Jordy shares 5 creative tricks to achieve some cinematic camera movements without having to buy anything else. With some creativity we can somehow recreate the effects of a steadicam, jib/crane or even a low flying drone.
We’ll be looking at two tripods in this video. The film tripod and the photo tripod. Both have their advantages and disadvantages.
- The first trick is where we’ll re-create the movement of a jib or mini-crane. Or at least when using the jib close to its axis point. What we’ll do is push the tripod forward on two legs. While doing this try to tilt and perhaps even pan.
- The idea of a basic steadicam is all about weight. When there’s a weight pulling itself down, it will reduce the swinging on the top (our camera). Flip your photo tripod upside down and grab the extension arm. Your footage will have to be flipped in post.
- Okay, don’t expect a high flying drone here, but rather a low flying one. Just extend the legs of your tripod and put the legs in a certain way in your hips so that they sit stable. Then hold the camera above your actors head and follow him around.

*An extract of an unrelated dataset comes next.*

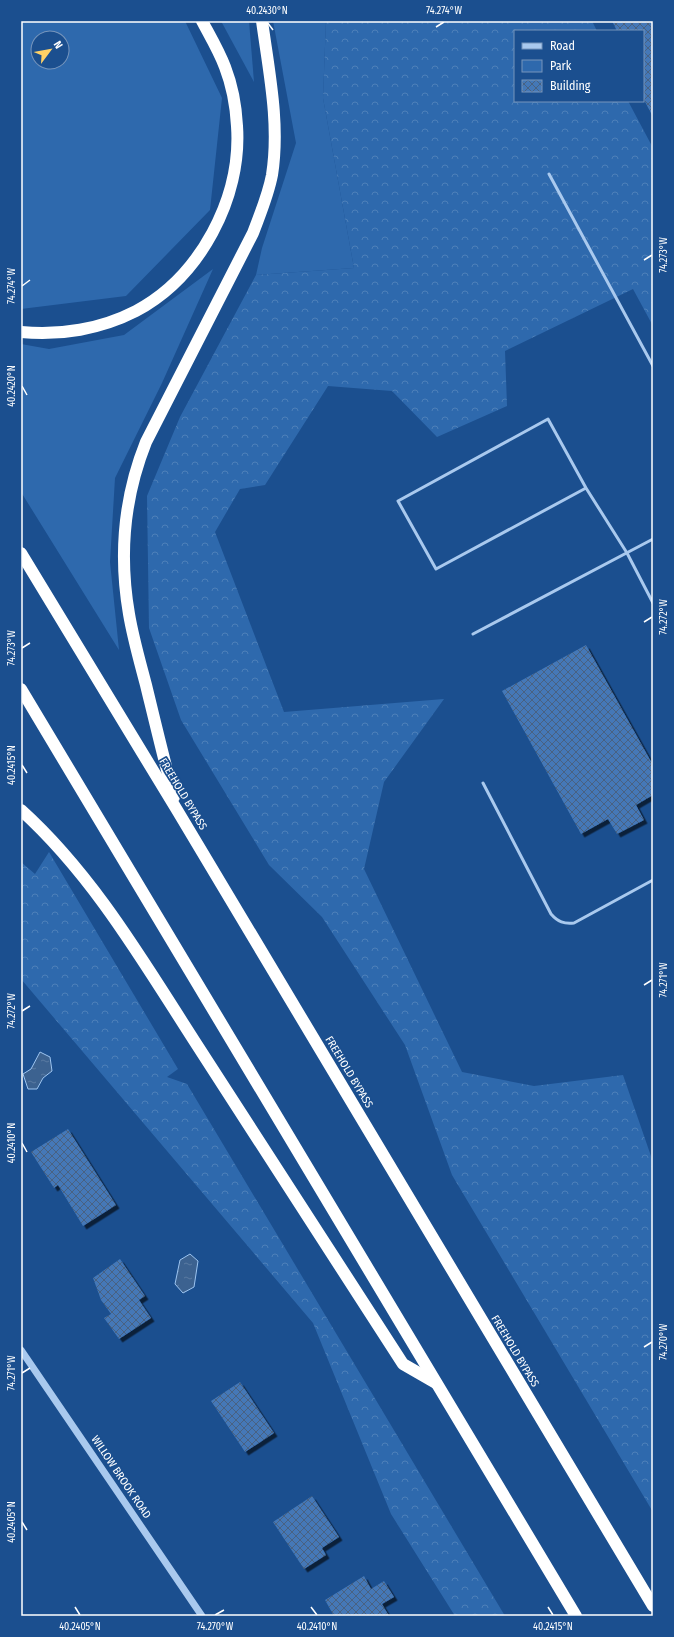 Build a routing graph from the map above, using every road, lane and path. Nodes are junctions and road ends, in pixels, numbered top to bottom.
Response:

- Here’s a fun and creative way to add a 360 spin movement to your camera work. Tilt your head 90° so that it points to the sky. Then lay your tripod on a chair and sit on it for better stability. Now just turn the pan 360° around
- And finally the selfie shot (before it was cool). Point the camera to yourself and put the legs into your hips. Now run around to make a very interesting follow shot that was used in various big films.